An FT-IR ATR spectrometer was used to identify the various functional groups contained by the EPSs. It was observed that both types of EPSs (i.e., photoautotrophic and mixotrophic) and their fractions (tightly bound EPS, soluble EPS, a mixture of all three fragments, and loosely bound EPSs) exhibited significant similarities across all the main spectral regions (Figure 3 and Figure 4). The FT-IR spectra in the 900–1300 cm−1 region are characteristic of polysaccharide functional groups, while the region between 1500 and 1800 cm−1 is indicative of proteins, and the region between 2800 and 3000 cm−1 is associated with lipids [23,24]. As observed in both figures, regions characteristic for polysaccharides and proteins are prominent in all four different EPS fragments for both the PC and the MC EPSs. However, regarding lipids, only the LB-EPS and TB-EPS fractions show distinct peaks, whereas the other EPS fractions do not display any significant peaks in this range.
The EPSs derived from both PC and MC exhibited a range of functional groups responsible for their chemical and functional properties. Despite the structural similarities between the EPSs from both cultures, there are notable differences in peak intensities, indicating potential variations in composition and functionality. The peaks at 3317 cm−1, 3418 cm−1, and 3531 cm−1, which are associated with the stretching vibrations of the OH groups, suggest water solubility and water absorbency characteristics of the EPSs [25,26]. The peaks at 2866 cm−1 are characteristic of the stretching vibration of the C–H groups of aliphatic hydrocarbons, suggestive of lipid group [24]. The low-intensity sharp peaks at 2363 cm−1, 2353 cm−1, 2352 cm−1, and 2177 cm−1 are characteristic of the –C=C and triple –C≡C stretching vibration of the alkyne groups [27,28]. The peak at 1643 cm−1 is characteristic of the stretching vibrations of the C=O and C–N (amide I) groups in proteins [23,29,30]. The peak at 1394 cm−1 is characteristic of the C–H bending vibration of methyl groups and the stretching vibration of C–N bonds (amide III) [30]. The peak at 1610 cm−1 is characteristic of the stretching vibrations of the –C=O and –CHO bonds of the –COOH group in uronic acid [25,31]. The peaks at 1099 cm−1, 1076 cm−1, and 993 cm−1 are characteristic of the stretching vibration of the glycosidic C–O–C bond of polysaccharides [32,33]. The peaks between 599 cm−1 and 510 cm−1 are characteristic of the bending vibration of the C–X bonds of the alkyl halide group [32,34,35].
The EPSs from both cultivations revealed that polysaccharides consist of alcohols, ketones, aldehydes, ethers, and carboxylic acid functional groups. Proteins, in contrast, are attached to amine, amide, and carboxylic acid functional groups. The prominent absorptions of alcohol and amide groups confirm that polysaccharides and proteins are the major components in the EPSs, influencing their functional properties.

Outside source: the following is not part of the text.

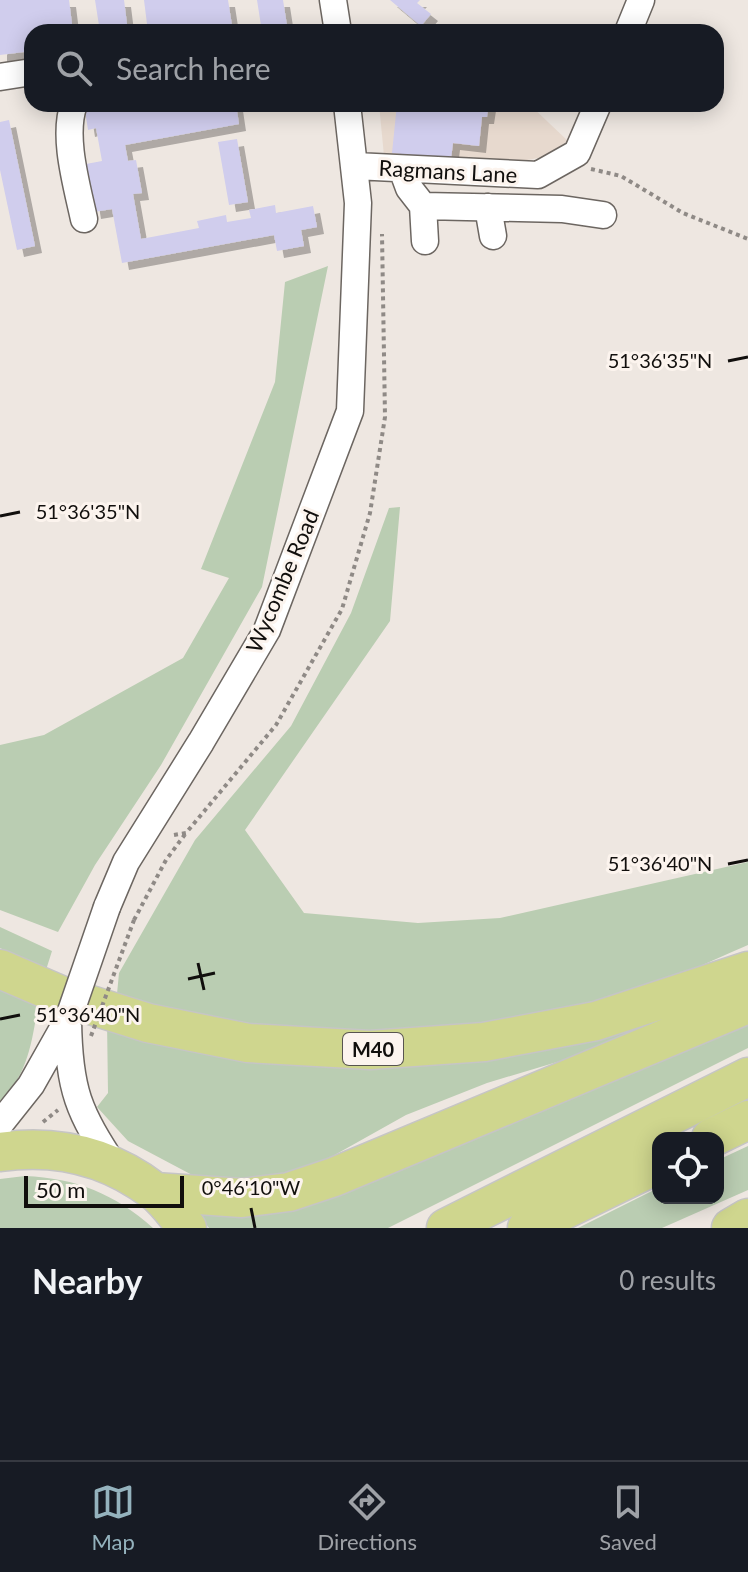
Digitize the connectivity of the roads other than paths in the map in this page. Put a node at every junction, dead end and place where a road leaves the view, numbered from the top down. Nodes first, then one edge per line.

2.6. Total Protein Contents of the EPSs and Biomass

The total protein content was remarkably higher in cultures grown with 20% CW, both for the biomass and extracellular polymeric substances (Figure 5). Specifically, the MC’s EPSs (36.69 ± 1.27 mg g−1) exhibited 68% greater protein content compared to the PC’s EPSs (21.83 ± 0.71 mg g−1). Similarly, the biomass showed a three-fold increase in protein levels, with the PC containing 179.44 ±30.55 mg g−1, while the MC achieved 544.46 ± 101.38 mg g−1 proteins.

2.7. Total Sugar Content of EPS

The difference in total sugar contents of the EPSs from the PC and MC with 20% CW is notably significant, with the former containing 49.12 ± 1.79 mg sugars g−1 EPSs and the latter 173.71 ± 0.38 mg sugars g−1 EPSs (Figure 6).

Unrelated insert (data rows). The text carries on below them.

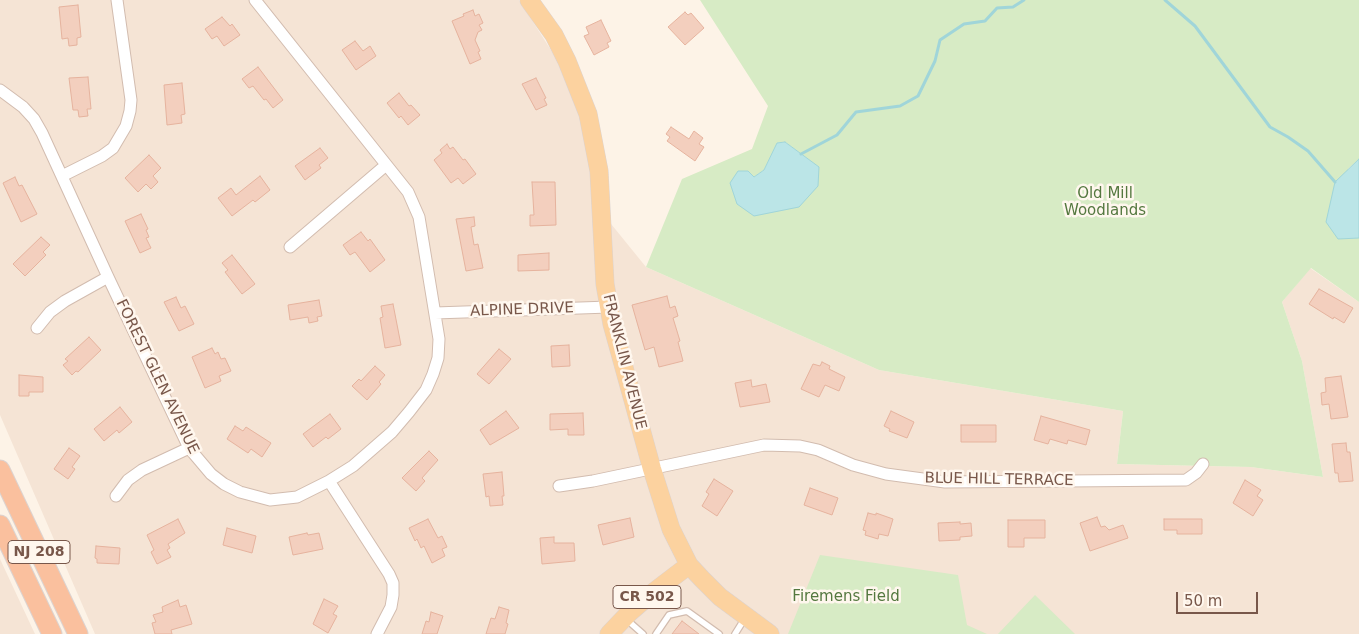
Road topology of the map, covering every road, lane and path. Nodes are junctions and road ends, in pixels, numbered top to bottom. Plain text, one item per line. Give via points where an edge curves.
1 (117, 0) edge
2 (255, 0) edge
3 (529, 0) edge
4 (0, 90) edge
5 (386, 165) junction
6 (62, 176) junction
7 (290, 247) dead end
8 (108, 277) junction
9 (609, 307) junction
10 (435, 313) junction
11 (37, 328) dead end
12 (189, 448) junction
13 (1203, 464) dead end
14 (652, 469) junction
15 (0, 470) edge
16 (330, 481) junction
17 (559, 486) dead end
18 (116, 496) dead end
19 (0, 525) edge
20 (689, 566) junction
21 (747, 617) junction
22 (624, 618) junction
23 (52, 634) edge
24 (79, 634) edge
25 (377, 634) edge
26 (609, 634) edge
27 (643, 634) edge
28 (656, 634) edge
29 (719, 634) edge
30 (735, 634) edge
31 (770, 634) edge

1 - 6 street via 131,100 126,126 116,143 102,156
2 - 5 street, FOREST GLEN AVENUE
3 - 9 main road, FRANKLIN AVENUE via 567,61 588,114 599,171
4 - 6 street, FOREST GLEN AVENUE via 34,119
5 - 7 street
5 - 10 street, FOREST GLEN AVENUE via 408,192 419,217
6 - 8 street, FOREST GLEN AVENUE
8 - 11 street via 58,306
8 - 12 street, FOREST GLEN AVENUE
9 - 10 street, ALPINE DRIVE
9 - 14 main road, FRANKLIN AVENUE
10 - 16 street, FOREST GLEN AVENUE via 438,358 426,390 392,432
12 - 16 street, FOREST GLEN AVENUE via 224,484 256,498 282,500 297,497
12 - 18 street via 142,470 128,480
13 - 14 street, BLUE HILL TERRACE via 1186,480 945,482 886,474 800,446 764,445
14 - 17 street, BLUE HILL TERRACE
14 - 20 main road, FRANKLIN AVENUE via 671,529
15 - 24 highway, NJ 208
16 - 25 street via 392,583 391,607
19 - 23 highway, NJ 208
20 - 21 main road, FRANKLIN AVENUE via 720,597
20 - 22 main road, CR 502
21 - 30 lane
21 - 31 main road, FRANKLIN AVENUE
22 - 26 main road, CR 502
22 - 27 lane
28 - 29 lane via 669,615 687,611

2.8. Determination of Fatty Acids Profile of the Biomass

The fatty acids profiles of the biomass of D. tertiolecta in photoautotrophic cultivation and in mixotrophic cultivation with 20% CW present notable differences between the two cultivation methods (Table 3). The major fatty acids in both conditions were butyric acid (C4:0) and palmitic acid (C16:0), each representing over 10% of the total fatty acids. However, the MC significantly enhanced the proportion of C4:0 (35.57%) compared to the PC (16.39%). The C16:0 content increased slightly in the MC (28.55%) compared to the photoautotrophic growth (27.93%), with no significant difference. Further differences were observed in the composition of omega-3 and omega-6 fatty acids. Linolenic acid (C18:3n3) was considerably higher with the MC (16.56%) than the PC (6.04%). Similarly, linoleic acid (C18:2n6c) increased in the MC (5.32%) compared to the PC (1.8%).
Regarding the overall fatty acids composition, saturated fatty acids (SFAs) were more abundant under photoautotrophic conditions, comprising 68.76% of the total fatty acids, while unsaturated fatty acids (UFAs) constituted 31.24%. Within UFAs, monounsaturated fatty acids (MUFAs) were more prevalent (20.61%) compared to polyunsaturated fatty acids (PUFAs), which made up 10.63%.
Conversely, in the MC, SFAs increased slightly to 70.92%, while the UFAs were lower at 29.07%. Notably, MUFAs reduced significantly under mixotrophic conditions, comprising only 7.19%, whereas PUFAs exhibited a substantial increase to 21.88%.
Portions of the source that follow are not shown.